Palmer, A. (2008), "Multichannel Marketing: Metrics and Methods for On and Offline Success", Direct Marketing: An International Journal, Vol. 2 No. 4, pp. 248-249. https://doi.org/10.1108/17505930810931044

Publisher

:

Emerald Group Publishing Limited

Copyright © 2008, Emerald Group Publishing Limited


Integrated marketing sounds fine in theory, but in a marketing environment with proliferating media and routes to market, getting a handle on how they all fit together can give even the best marketer a headache. This book provides essential reading for those who continue to have no more than warm, fuzzy thoughts about how different marketing channels relate to each other. Are your retail stores costing an arm and a leg to keep open? Don't worry, just treat them as a form of “free” promotion for the company's web site, and hide their cost. This kind of thinking is anathema to the analytic, metrics driven approach advocated in this book. The central premise is that for effective multi‐channel marketing, it is essential to measure not only the effectiveness of each channel in isolation, but the broader effects on other channels. So, don't just keep the stores open in the vague hope that they will somehow “help the web site” – find ways instead of measuring the spending and profitability of customers who first made contact through your store, but make their actual purchase through your web site.

It is clear that the author's primary interests relate to the internet. The internet makes available metrics which were simply unimaginable little more than a decade ago, and the author gives us a clear and authoritative guide to the metrics most commonly used, with comments on their limitations. In fact, although the title of the book might imply some equality between the channels that a company might use, this is really a book that has the Internet as its focus.

Arikan is very careful in the inferences that can be made from raw statistics, and throughout the book, is at pains to distinguish between cause and correlation.
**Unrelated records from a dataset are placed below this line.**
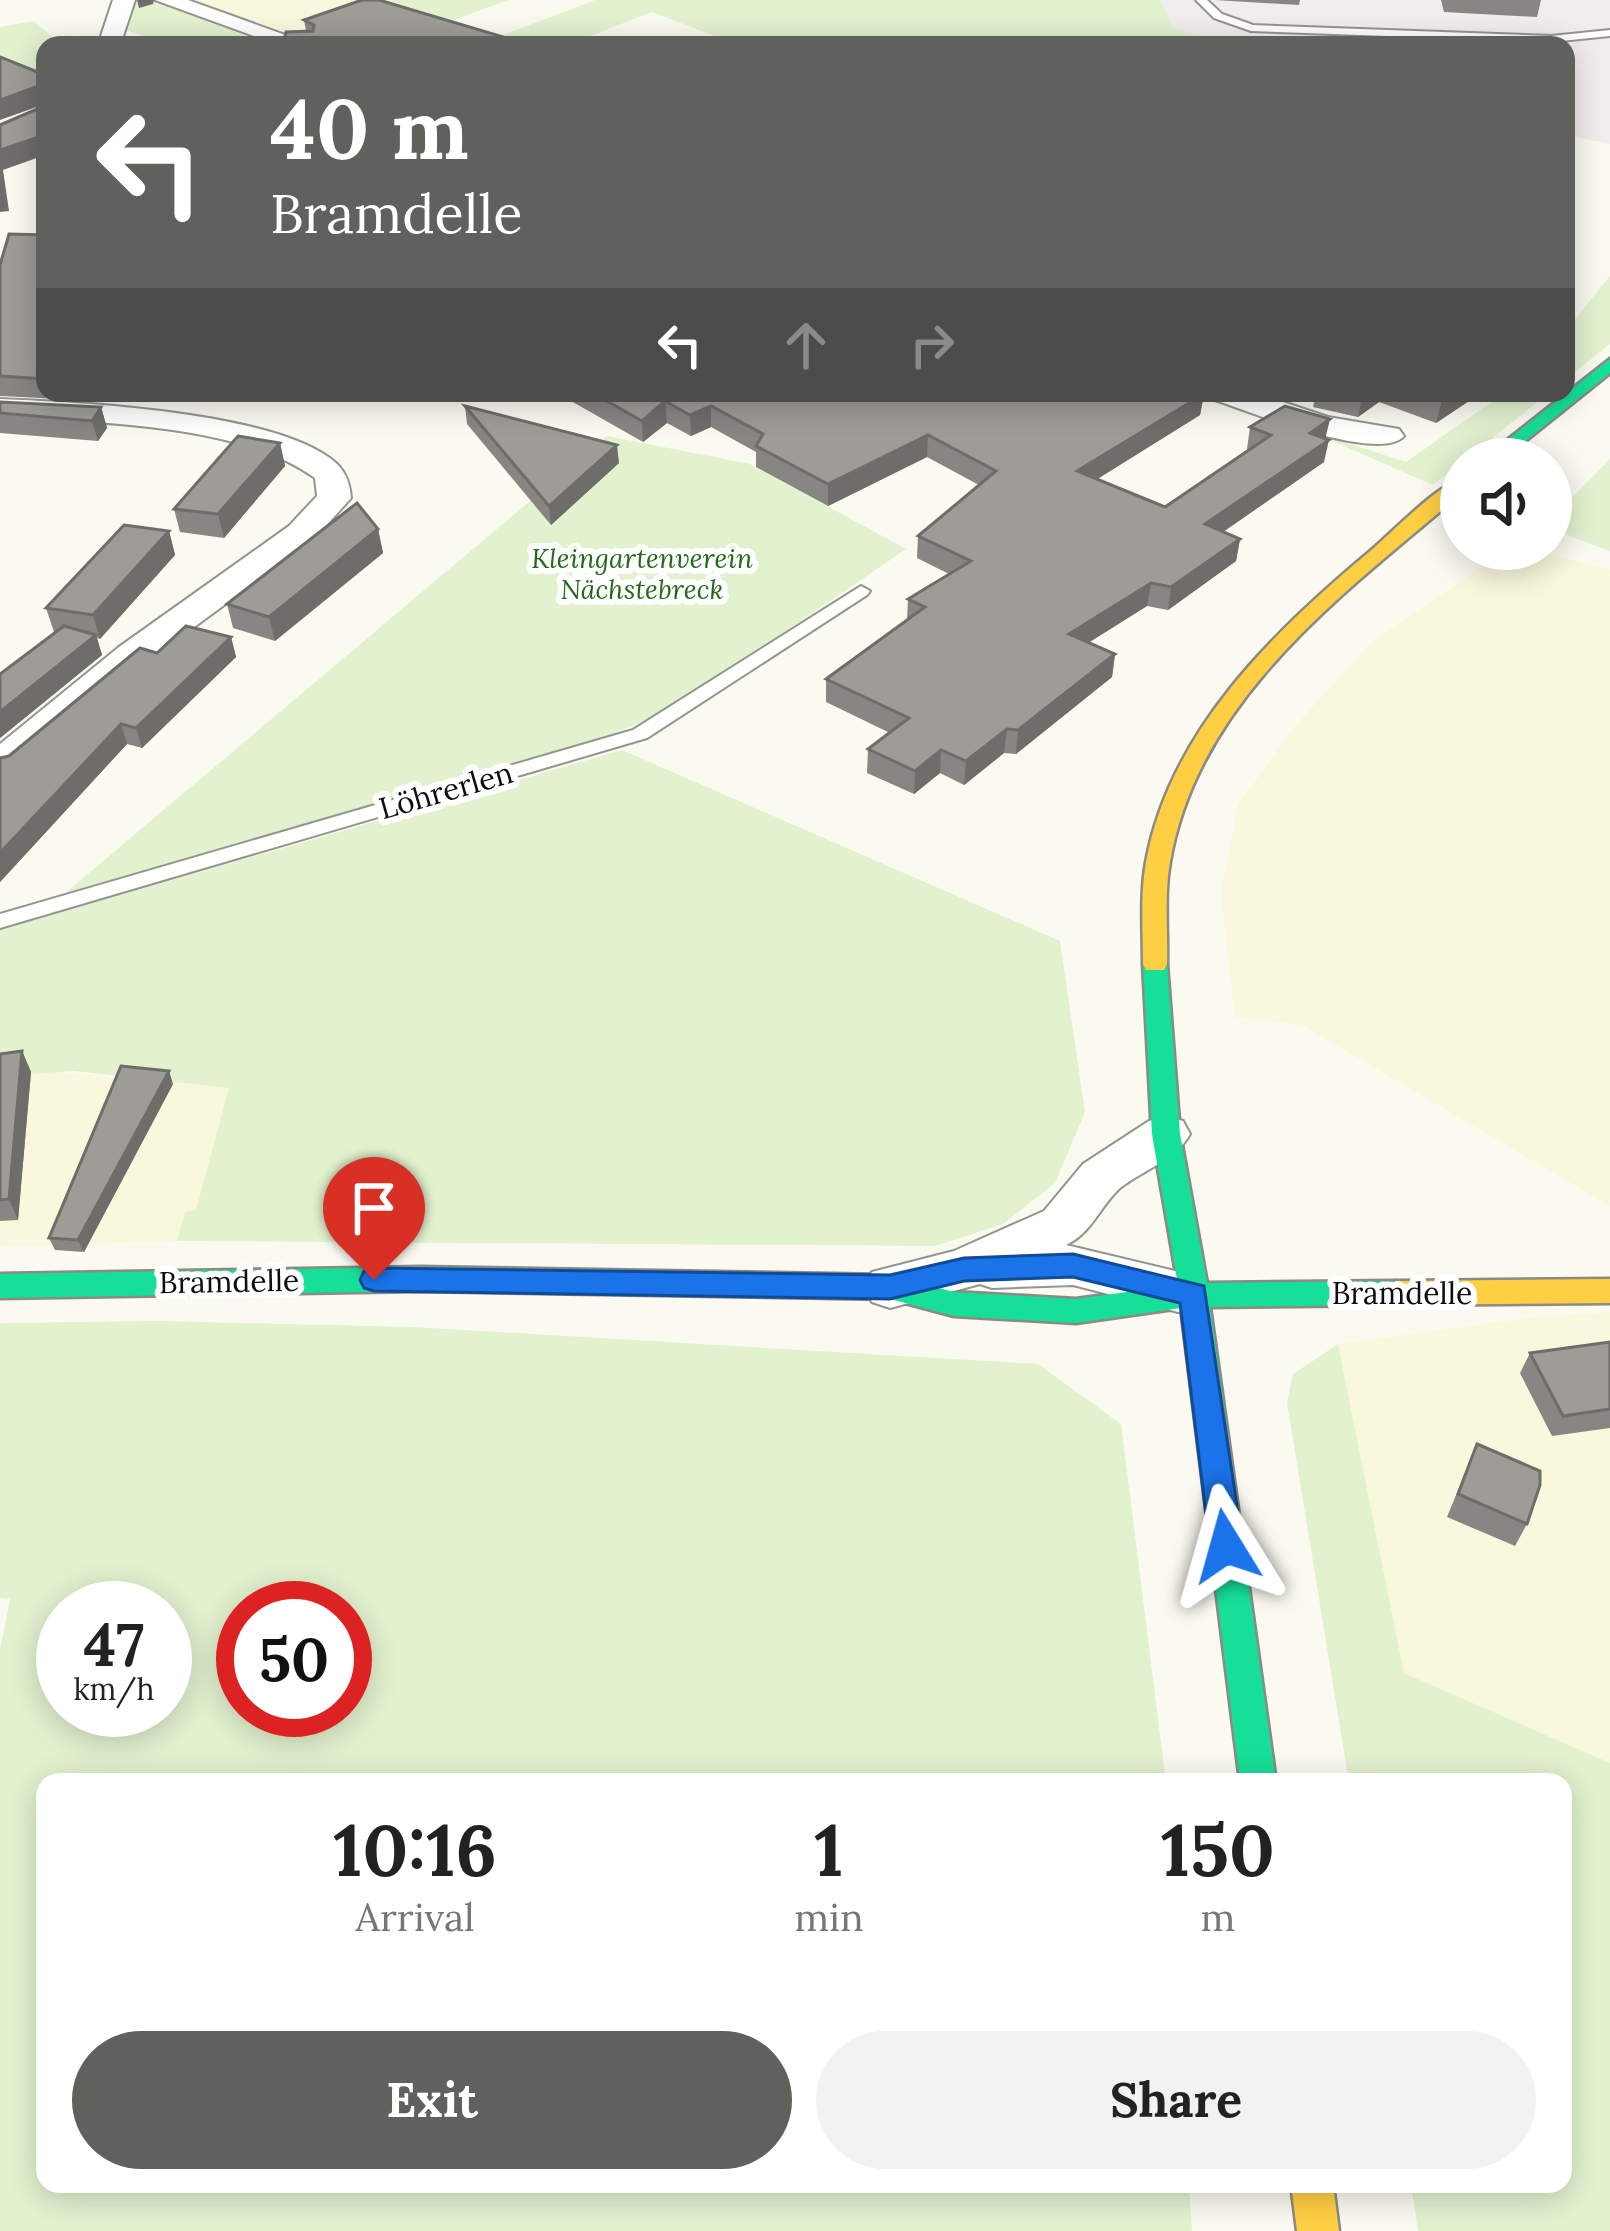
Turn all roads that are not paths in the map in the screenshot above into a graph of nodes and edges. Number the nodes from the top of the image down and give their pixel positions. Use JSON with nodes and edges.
{"nodes":[{"id":1,"x":124,"y":0,"type":"edge"},
{"id":2,"x":166,"y":0,"type":"edge"},
{"id":3,"x":1201,"y":0,"type":"edge"},
{"id":4,"x":1610,"y":33,"type":"edge"},
{"id":5,"x":112,"y":36,"type":"edge"},
{"id":6,"x":275,"y":36,"type":"edge"},
{"id":7,"x":1406,"y":36,"type":"edge"},
{"id":8,"x":1575,"y":37,"type":"edge"},
{"id":9,"x":1610,"y":364,"type":"edge"},
{"id":10,"x":1575,"y":392,"type":"edge"},
{"id":11,"x":1253,"y":402,"type":"edge"},
{"id":12,"x":1563,"y":402,"type":"edge"},
{"id":13,"x":0,"y":408,"type":"edge"},
{"id":14,"x":1388,"y":436,"type":"dead end"},
{"id":15,"x":1518,"y":438,"type":"edge"},
{"id":16,"x":1440,"y":502,"type":"edge"},
{"id":17,"x":861,"y":591,"type":"dead end"},
{"id":18,"x":0,"y":764,"type":"edge"},
{"id":19,"x":0,"y":921,"type":"edge"},
{"id":20,"x":1166,"y":1134,"type":"junction"},
{"id":21,"x":964,"y":1269,"type":"junction"},
{"id":22,"x":0,"y":1286,"type":"edge"},
{"id":23,"x":890,"y":1287,"type":"junction"},
{"id":24,"x":1610,"y":1291,"type":"edge"},
{"id":25,"x":1194,"y":1295,"type":"junction"},
{"id":26,"x":1257,"y":1773,"type":"edge"},
{"id":27,"x":1313,"y":2193,"type":"edge"},
{"id":28,"x":1318,"y":2231,"type":"edge"}],
"edges":[{"from":1,"to":5,"type":"street"},
{"from":2,"to":6,"type":"street"},
{"from":3,"to":7,"type":"lane"},
{"from":4,"to":8,"type":"lane"},
{"from":9,"to":10,"type":"main road"},
{"from":11,"to":14,"type":"street"},
{"from":12,"to":15,"type":"main road"},
{"from":13,"to":18,"type":"street"},
{"from":16,"to":20,"type":"main road"},
{"from":17,"to":19,"type":"lane","name":"Löhrerlen"},
{"from":20,"to":21,"type":"street","name":"Bramdelle"},
{"from":20,"to":25,"type":"main road"},
{"from":21,"to":23,"type":"street","name":"Bramdelle"},
{"from":21,"to":25,"type":"street","name":"Bramdelle"},
{"from":22,"to":23,"type":"main road","name":"Bramdelle"},
{"from":23,"to":25,"type":"main road","name":"Bramdelle"},
{"from":24,"to":25,"type":"main road","name":"Bramdelle"},
{"from":25,"to":26,"type":"main road"},
{"from":27,"to":28,"type":"main road"}]}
The author gives the example of somebody who has seen an online advert for an airline, clicks on this to go through to the airline's website and makes a booking. While there is a correlation between the advert and sales, the cause of the booking could lie in a range of other media or channels. This leads to the need to develop experimental research frameworks in which target groups' exposure to messages can be controlled, and differences between experimental and control groups noted. The author provides some useful suggestions for trying to infer cause from correlation.

Of course, not everything can be measured, and Arikan cites Einstein's famous quotation that “not everything that can be counted counts, and not everything that counts can be counted”. This book does not really delve into the world of anthropologists who have been recruited by many online companies in an attempt to get a softer perspective on causal relationships in an online, multichannel environment. The author's response is to develop ever more sophisticated metrics, and by linking metrics from different channels, a better picture of consumers, and return on investment, will emerge.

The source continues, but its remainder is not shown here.